We crossed the border at Windsor, entered Detroit, and promptly got lost. By the time we found our way out to the I-94 we’d driven the thirty-foot RV through some of the less salubrious sights of the city, insults had been hurled about navigation and driving skills, tempers were frayed, and an unpleasant hush had descended.
We stopped at a rest area to switch drivers. I announced that I was going to use the washroom. I slammed the door and stormed off. When I came out a few minutes later I was greeted by the sight of the rear end of the RV hurtling down the slip road and back onto the interstate. I ran, screaming at the top of my voice, telling them to stop—to no avail.
They disappeared from sight, leaving me with no money and no cell phone.

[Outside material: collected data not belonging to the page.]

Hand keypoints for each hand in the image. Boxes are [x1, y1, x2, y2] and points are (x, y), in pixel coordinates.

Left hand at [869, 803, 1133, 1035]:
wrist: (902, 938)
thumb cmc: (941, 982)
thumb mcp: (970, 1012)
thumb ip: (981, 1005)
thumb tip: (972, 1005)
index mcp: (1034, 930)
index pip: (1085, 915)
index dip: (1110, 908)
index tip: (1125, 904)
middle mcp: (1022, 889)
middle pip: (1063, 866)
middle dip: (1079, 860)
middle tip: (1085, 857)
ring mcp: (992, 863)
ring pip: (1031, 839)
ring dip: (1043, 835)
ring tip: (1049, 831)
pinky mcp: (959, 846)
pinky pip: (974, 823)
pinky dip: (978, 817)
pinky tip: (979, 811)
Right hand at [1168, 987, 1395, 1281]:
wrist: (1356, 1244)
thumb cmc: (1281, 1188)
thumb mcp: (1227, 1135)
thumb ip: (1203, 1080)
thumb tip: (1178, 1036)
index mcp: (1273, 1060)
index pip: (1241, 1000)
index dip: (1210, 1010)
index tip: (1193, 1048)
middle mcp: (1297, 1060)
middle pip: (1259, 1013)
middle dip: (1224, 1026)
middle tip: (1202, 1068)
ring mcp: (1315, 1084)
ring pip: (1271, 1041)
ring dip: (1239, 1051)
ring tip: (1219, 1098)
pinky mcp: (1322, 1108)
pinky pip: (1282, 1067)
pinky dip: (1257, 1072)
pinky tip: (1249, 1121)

At that moment, the driver of an eighteen-wheeler, about to leave the rest area, pulled up beside me and asked if I wanted to try to catch them. Any sane person would, and should, have said “No thanks,” but the earlier insults and irritation over my map reading drove me to hurl caution to the wind. I hopped into the rig. The driver accelerated through the gears and the huge vehicle shuddered in pursuit. I sat back and immediately realized two things: I didn’t know our RV’s plate number and I couldn’t remember my husband’s cell phone number!
Back in the RV, my sister Clare had volunteered my brother-in-law Terry to drive. My husband was engrossed in directing Terry’s driving when my niece began to wonder why I was taking so long in the RV’s toilet. She got up and opened the door to the empty stall.

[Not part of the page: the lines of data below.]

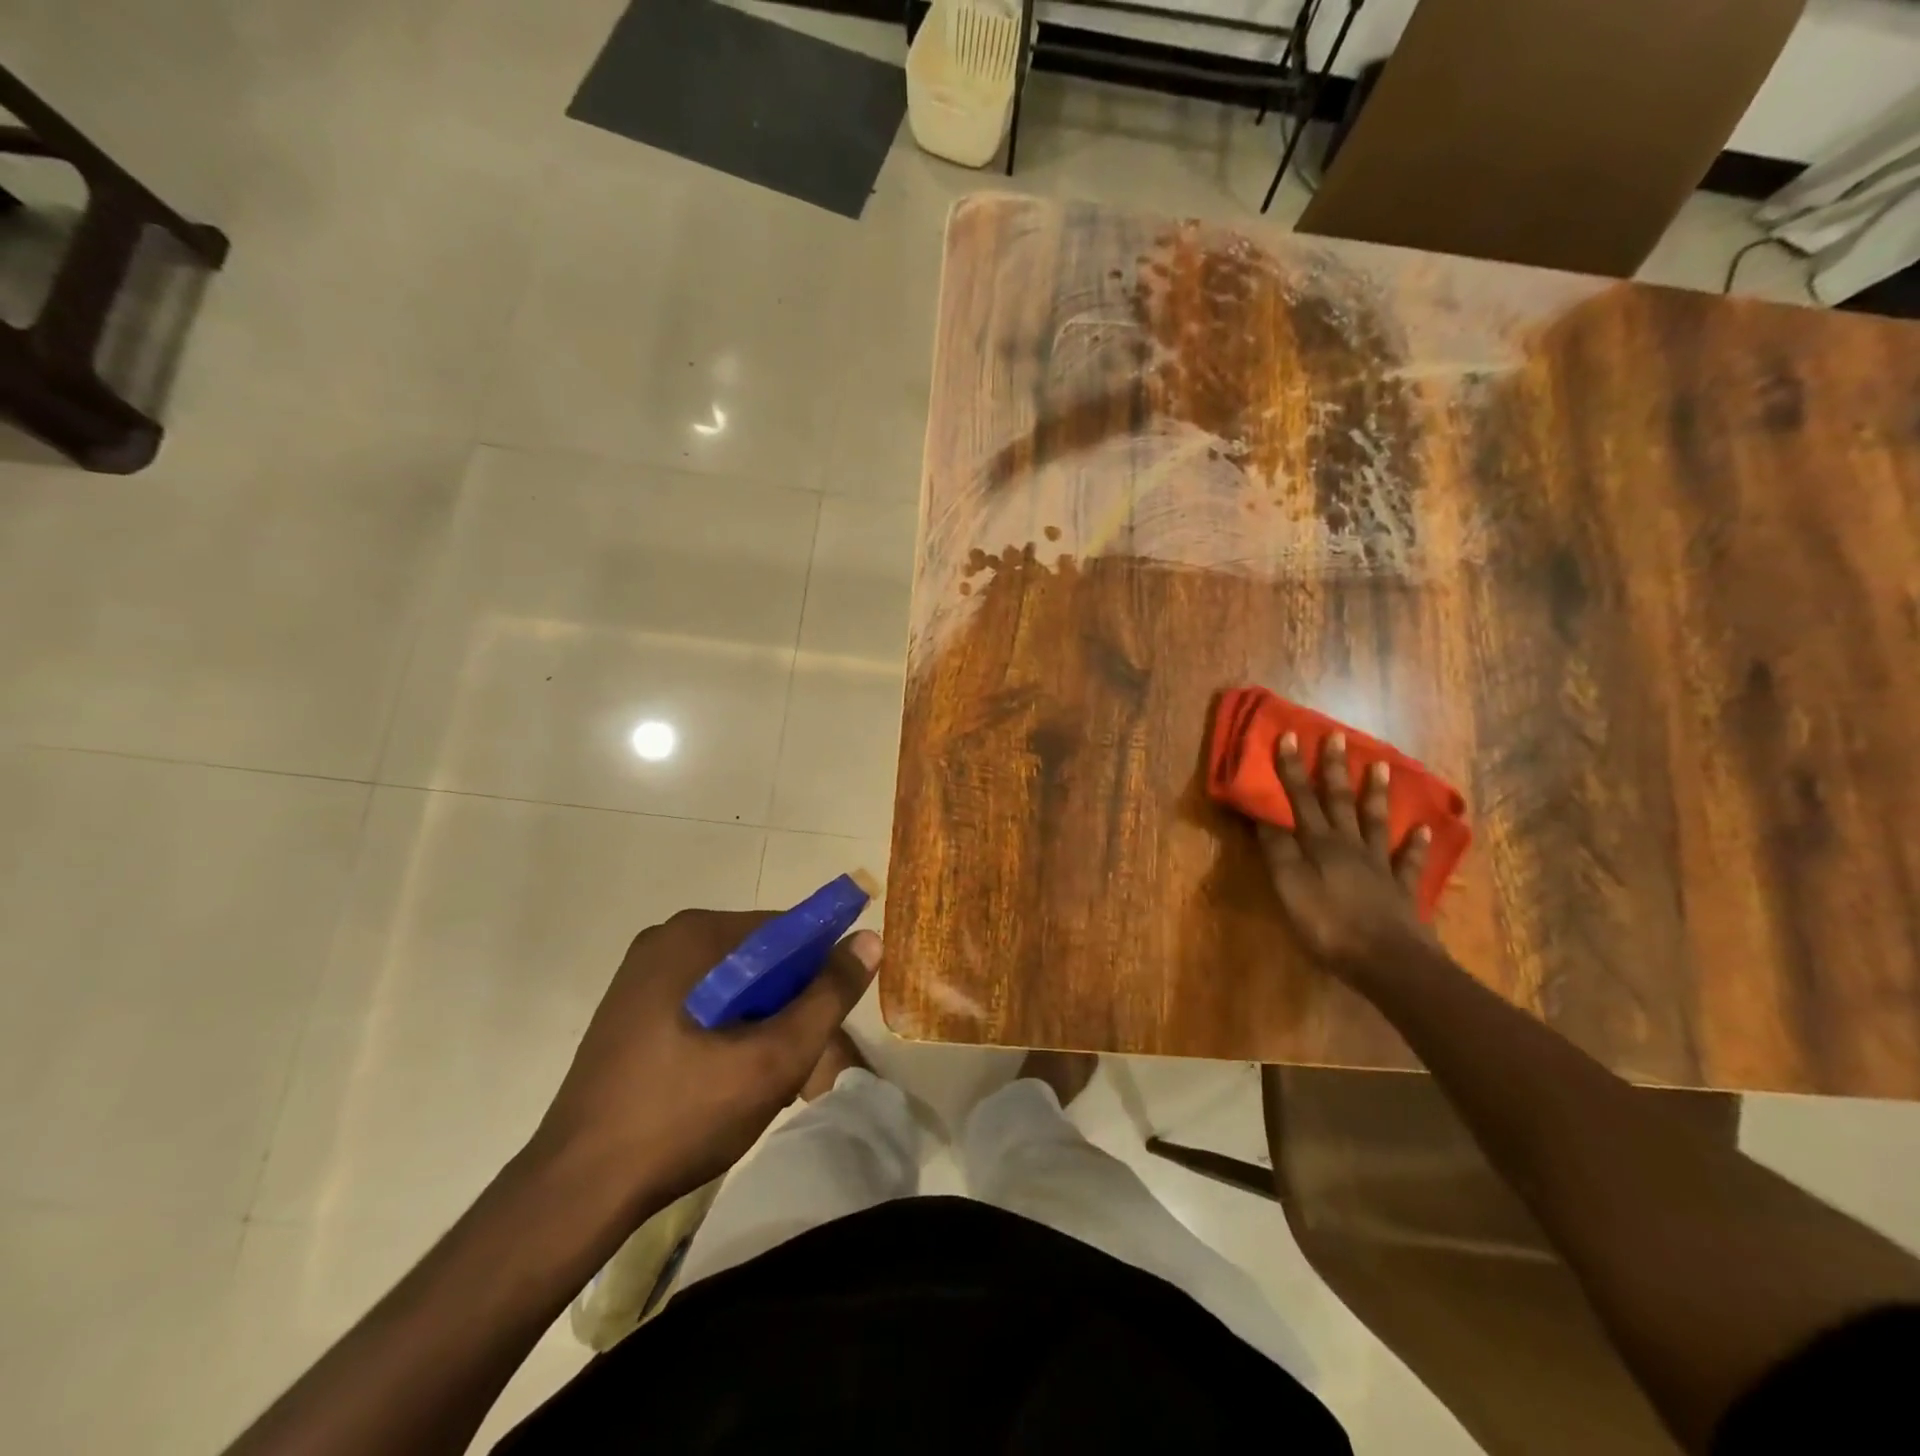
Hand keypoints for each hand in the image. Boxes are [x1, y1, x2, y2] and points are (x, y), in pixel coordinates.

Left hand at [528, 910, 879, 1208]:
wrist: (576, 1191)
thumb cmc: (682, 1115)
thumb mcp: (773, 1058)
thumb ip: (828, 996)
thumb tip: (869, 939)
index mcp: (695, 935)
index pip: (785, 931)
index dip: (815, 973)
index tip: (820, 1025)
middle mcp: (666, 939)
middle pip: (758, 957)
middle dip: (784, 1004)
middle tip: (787, 1062)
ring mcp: (641, 974)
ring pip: (732, 984)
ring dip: (757, 1021)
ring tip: (754, 1079)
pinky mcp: (630, 1009)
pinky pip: (701, 1002)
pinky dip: (725, 1030)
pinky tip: (720, 1080)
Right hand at [1257, 731, 1436, 977]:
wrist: (1388, 963)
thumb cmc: (1328, 924)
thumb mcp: (1289, 886)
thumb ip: (1277, 849)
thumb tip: (1262, 813)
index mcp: (1319, 844)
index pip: (1300, 798)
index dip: (1291, 768)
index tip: (1288, 735)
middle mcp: (1349, 845)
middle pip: (1340, 801)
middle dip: (1334, 768)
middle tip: (1337, 736)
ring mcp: (1380, 865)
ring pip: (1375, 822)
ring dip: (1376, 793)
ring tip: (1381, 765)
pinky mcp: (1401, 889)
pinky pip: (1409, 861)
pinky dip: (1415, 844)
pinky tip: (1422, 829)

“Where’s Margaret?” she cried.
At the same moment, a car drew up next to them and flashed a piece of paper against the window with the word “LADY” written on it and an arrow pointing back to the rest area. Pandemonium broke out. My brother-in-law, who was not at all confident driving the thing anyway, pulled over and practically jumped out of the seat. My husband took over.
Meanwhile, the trucker and I had spotted them up ahead. But just as we were about to catch up to them, they pulled off the highway and took the overpass. They headed back to the rest area just as we blew under the overpass in the eighteen-wheeler!

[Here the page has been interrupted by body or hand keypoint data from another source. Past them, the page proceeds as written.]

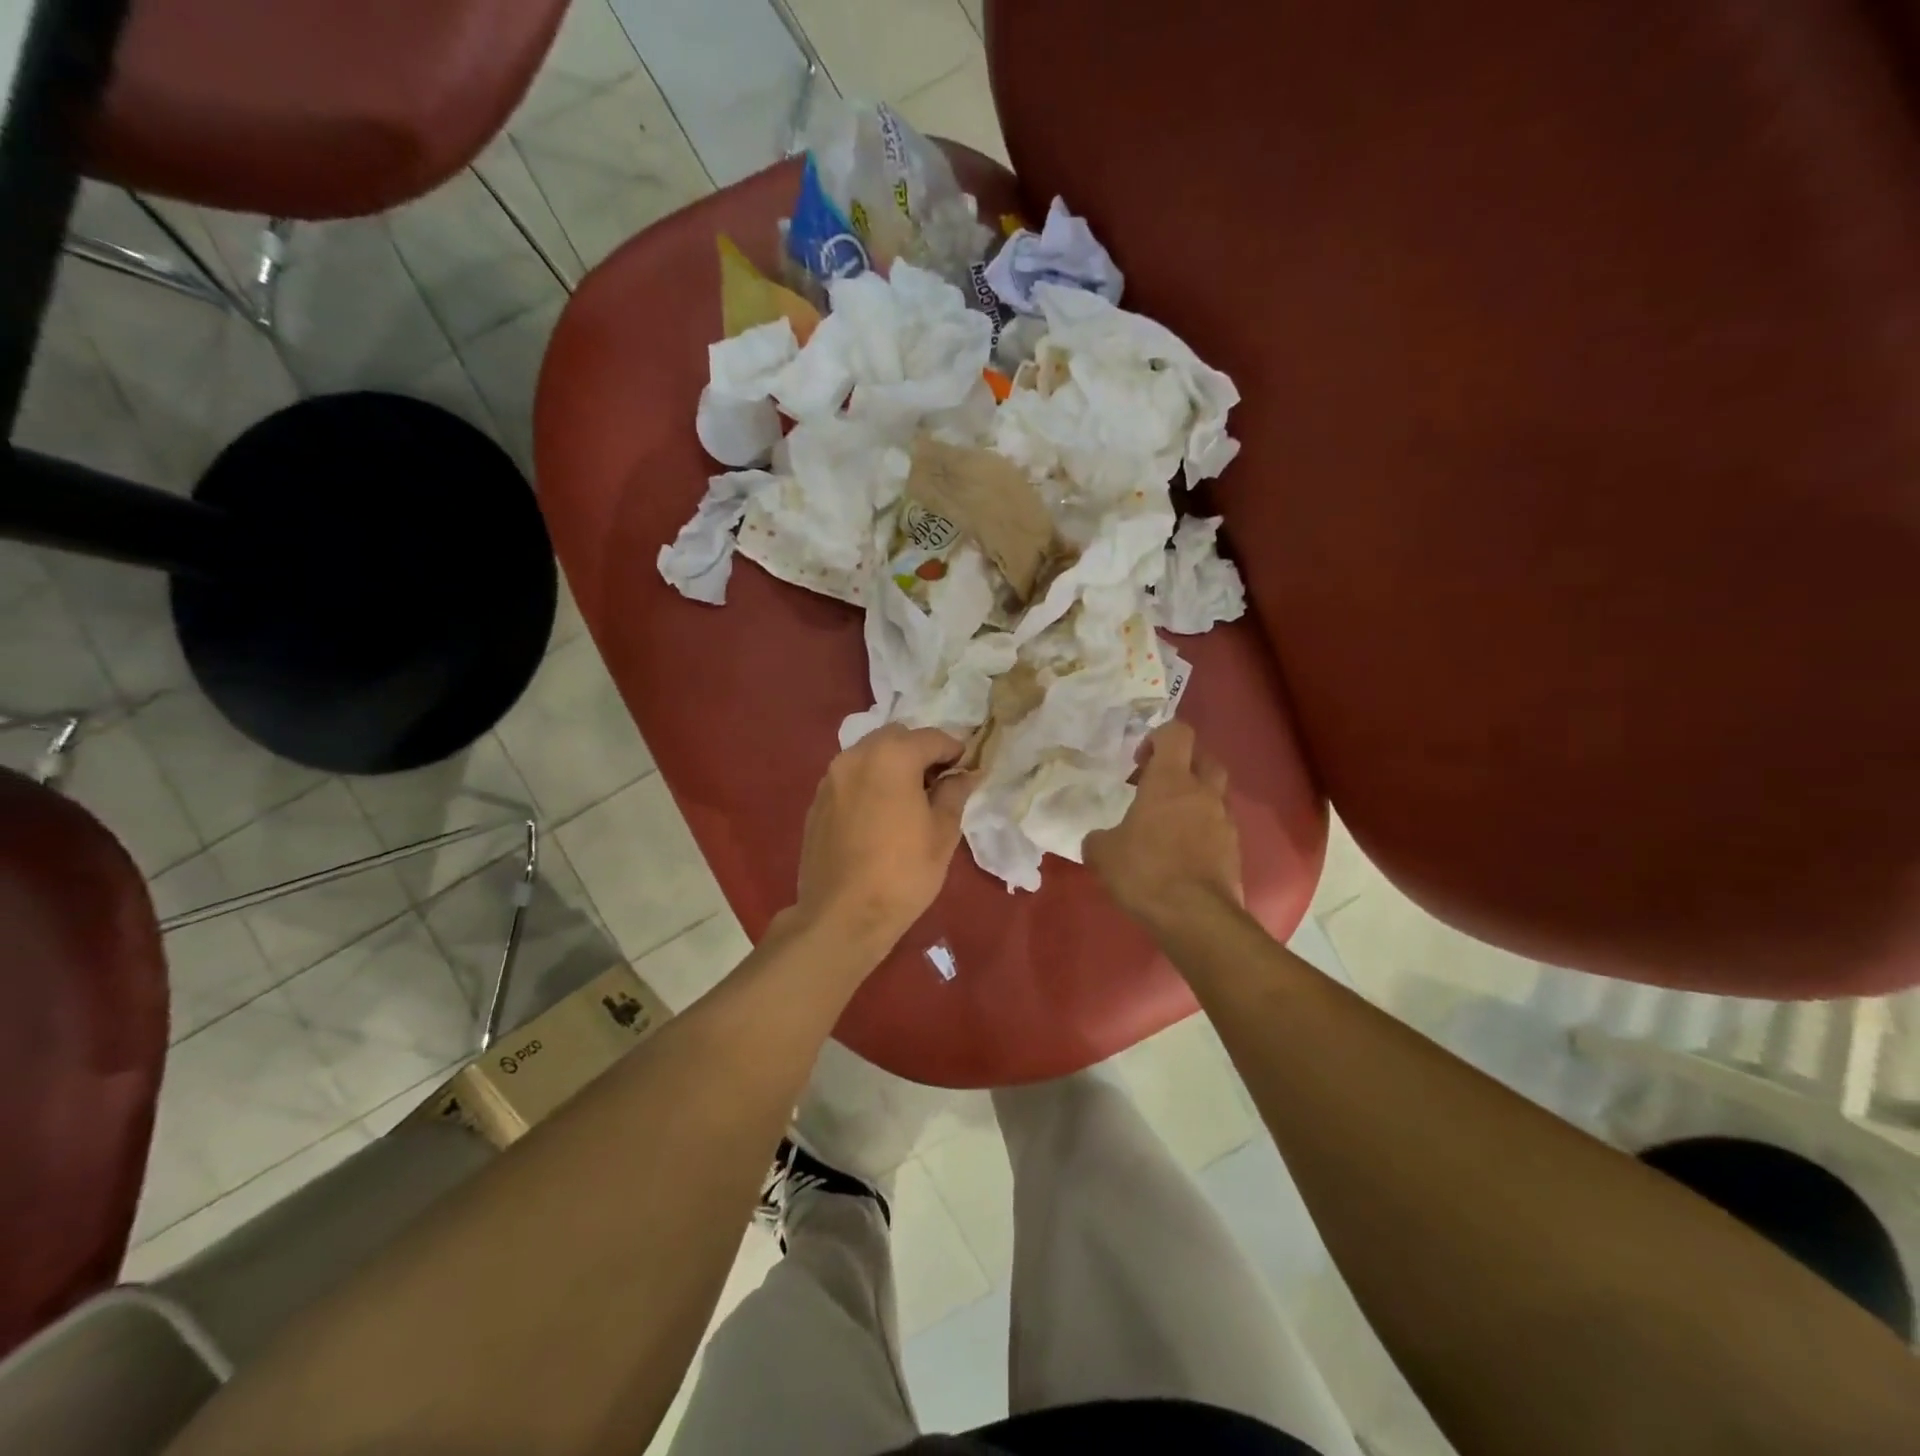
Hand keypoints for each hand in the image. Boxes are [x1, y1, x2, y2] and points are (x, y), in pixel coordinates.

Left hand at [790, 725, 976, 957]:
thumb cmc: (903, 873)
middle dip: (920, 752)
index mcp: (892, 757)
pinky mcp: (817, 801)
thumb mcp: (942, 833)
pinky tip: (880, 815)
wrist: (842, 916)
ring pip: (869, 755)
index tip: (967, 770)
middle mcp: (856, 756)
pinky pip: (851, 778)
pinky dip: (870, 782)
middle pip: (896, 738)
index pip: (932, 738)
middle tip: (938, 783)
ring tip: (909, 799)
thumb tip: (965, 774)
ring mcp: (831, 778)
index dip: (955, 751)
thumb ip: (954, 793)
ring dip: (893, 765)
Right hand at [1085, 722, 1242, 933]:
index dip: (1158, 737)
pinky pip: (1218, 825)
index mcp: (1170, 780)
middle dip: (1182, 764)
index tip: (1139, 760)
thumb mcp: (1103, 853)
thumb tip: (1099, 840)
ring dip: (1194, 798)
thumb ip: (1099, 838)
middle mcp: (1203, 792)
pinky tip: (1180, 851)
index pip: (1177, 733)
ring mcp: (1223, 820)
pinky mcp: (1234, 849)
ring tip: (1167, 822)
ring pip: (1214, 793)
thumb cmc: (1145, 871)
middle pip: (1204, 758)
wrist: (1195, 916)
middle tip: (1156, 784)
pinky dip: (1202, 828)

The truck driver pulled over as quickly as he could and got on his CB radio to ask truckers in the area for assistance. Some of them asked my age, my marital status, and whether I was pretty, but others told him they’d look for the RV at the rest stop and, if they found it, would tell my family where they could find me.
Back at the rest stop everyone was frantically searching the washrooms. A torrential rain had begun to fall. My husband’s mind was spiralling out of control; he was imagining terrifying possibilities of where his annoyed wife—on a mission to prove that her map-reading skills weren’t as bad as he’d suggested— might turn up.
The American trucker and I, still waiting on the side of the highway, filled the time by chatting about Canada, and how he often listened to French-Canadian truckers chatting in French over the CB radio. After half an hour we decided that the RV wasn’t coming to get me. He radioed his dispatcher. They said they’d send a state trooper to pick me up.
The state trooper eventually arrived and drove me back to the rest area, where I found my family. While I stood there forlornly, he told my teenage nieces never to do what I had done: never jump into a vehicle driven by someone you don’t know!
Nevertheless, when we all got back into the RV, all the bad blood over our Detroit detour had vanished. The dog and my one-year-old son had slept through the entire affair. My brother-in-law never drove the RV again.